◆ Problem description
Transcribe the data below exactly, but only from the line containing "index tip: (1111, 953)" through its final line, both included.
=== Begin Enclosure ===
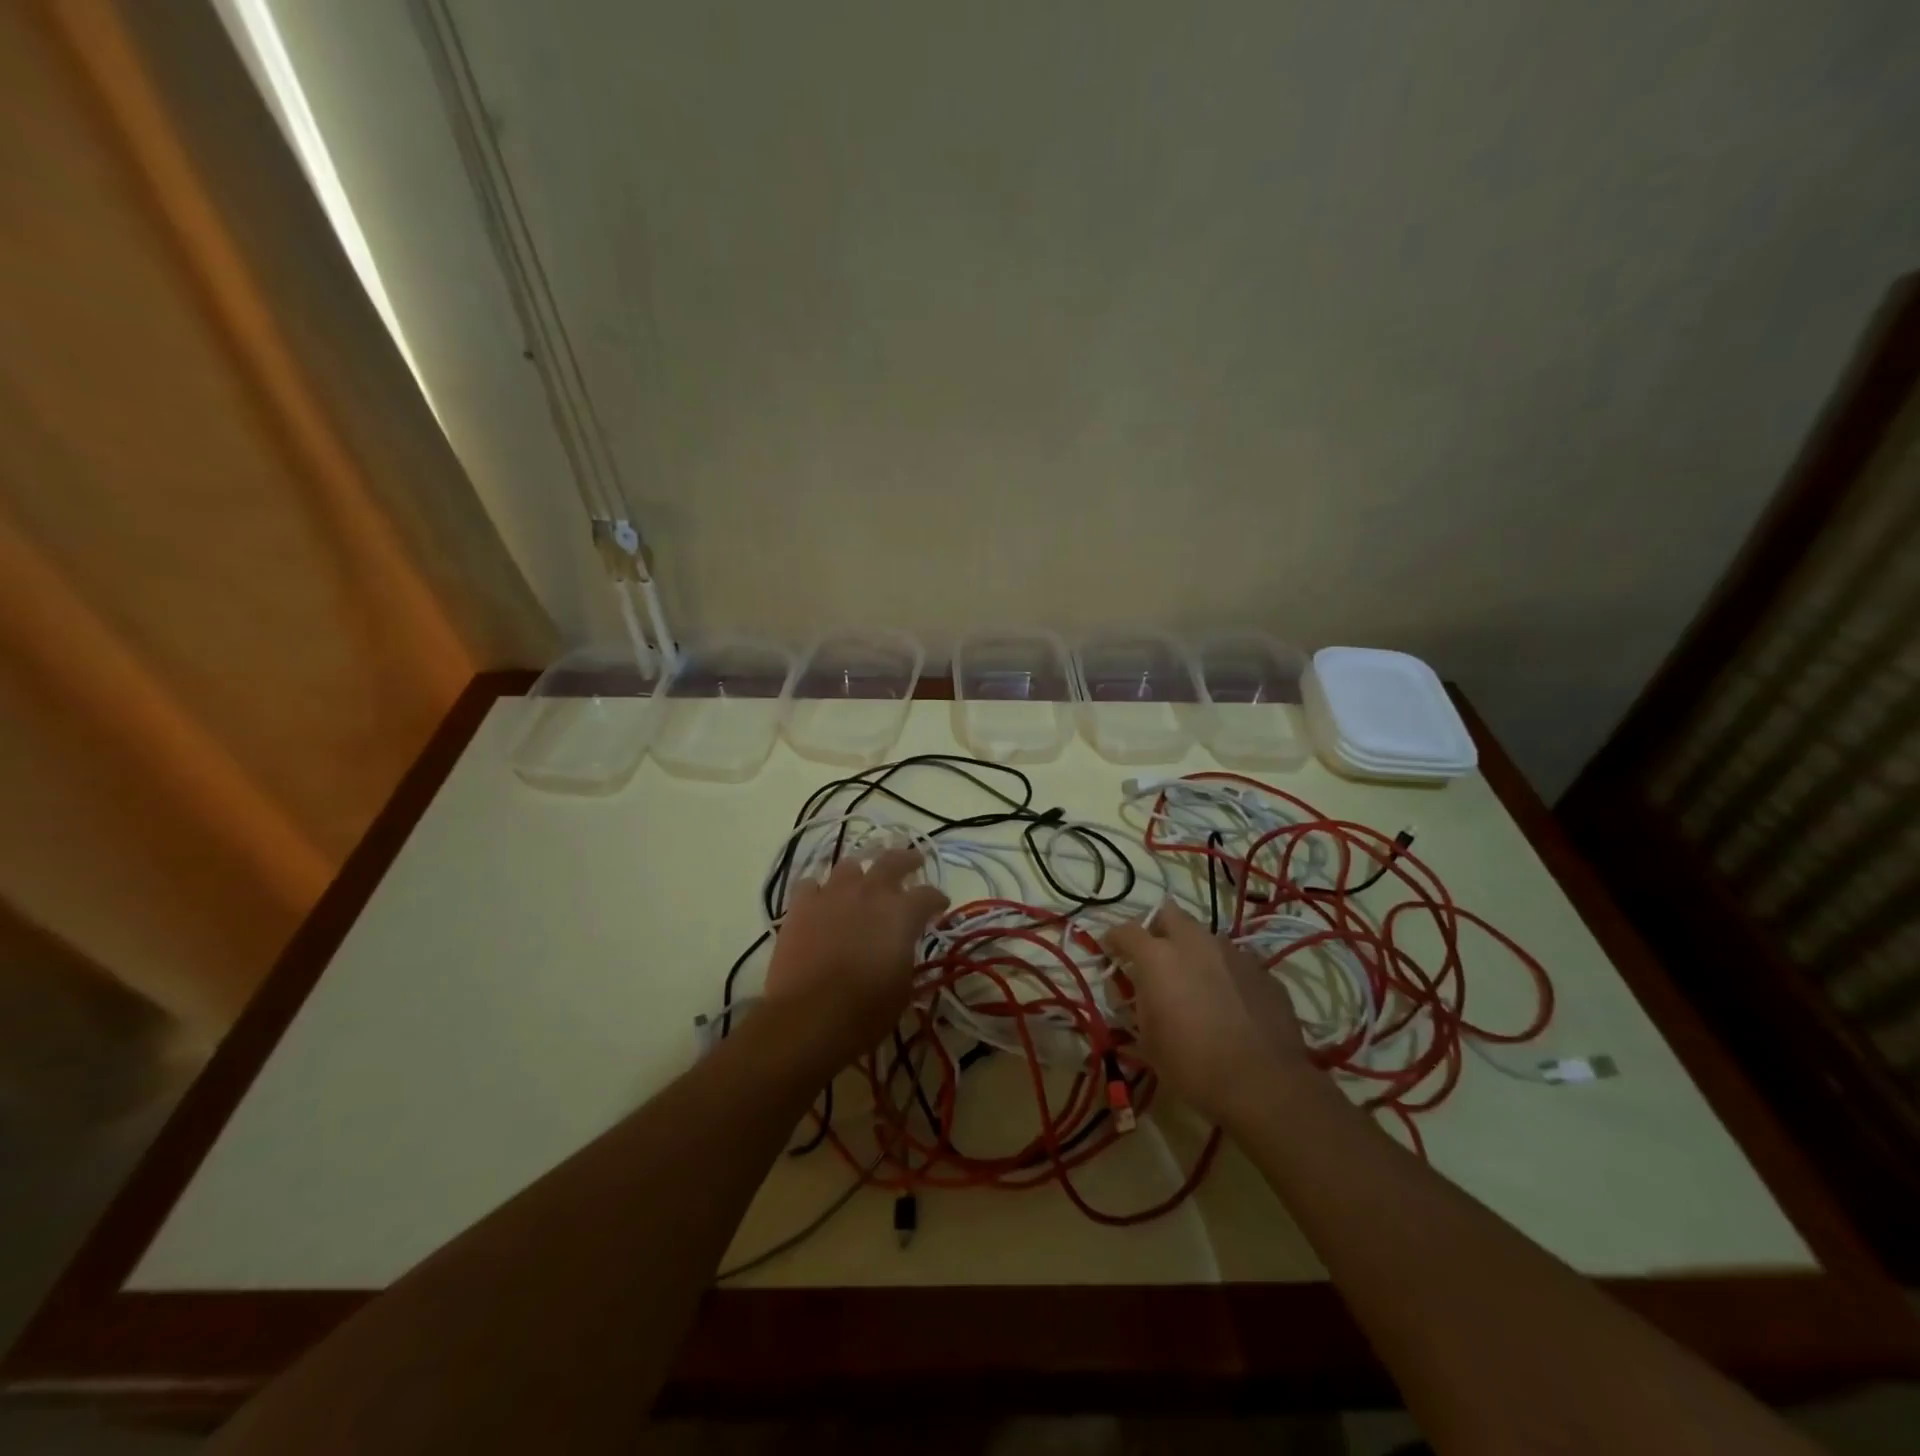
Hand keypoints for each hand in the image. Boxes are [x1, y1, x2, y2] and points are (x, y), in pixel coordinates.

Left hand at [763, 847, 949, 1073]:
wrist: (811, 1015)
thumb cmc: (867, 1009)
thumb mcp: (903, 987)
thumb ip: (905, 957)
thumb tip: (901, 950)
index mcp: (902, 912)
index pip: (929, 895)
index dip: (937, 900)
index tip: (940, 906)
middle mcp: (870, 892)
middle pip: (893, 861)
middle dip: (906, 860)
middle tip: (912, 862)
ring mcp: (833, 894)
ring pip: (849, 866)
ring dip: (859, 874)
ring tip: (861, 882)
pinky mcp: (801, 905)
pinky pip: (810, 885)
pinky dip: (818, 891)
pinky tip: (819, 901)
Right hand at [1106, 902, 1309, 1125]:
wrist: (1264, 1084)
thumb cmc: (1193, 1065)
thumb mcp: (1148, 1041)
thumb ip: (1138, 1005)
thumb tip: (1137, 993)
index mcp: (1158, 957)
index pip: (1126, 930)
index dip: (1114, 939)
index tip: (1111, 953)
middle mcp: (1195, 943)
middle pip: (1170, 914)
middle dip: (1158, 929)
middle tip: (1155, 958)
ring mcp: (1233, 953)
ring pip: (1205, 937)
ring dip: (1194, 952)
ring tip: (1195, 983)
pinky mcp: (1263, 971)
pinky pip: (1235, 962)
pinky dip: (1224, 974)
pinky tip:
=== End Enclosure ===
◆ Solution to this exercise
index tip: (1111, 953)
middle mcp: (1195, 943)
middle pip: (1170, 914)
middle dip: (1158, 929)
middle tip: (1155, 958)
ring mcp: (1233, 953)
ring pip: (1205, 937)
ring dip: (1194, 952)
ring tip: (1195, 983)
pinky mcp: (1263, 971)
pinky pip: (1235, 962)
pinky dip: (1224, 974)
pinky tip:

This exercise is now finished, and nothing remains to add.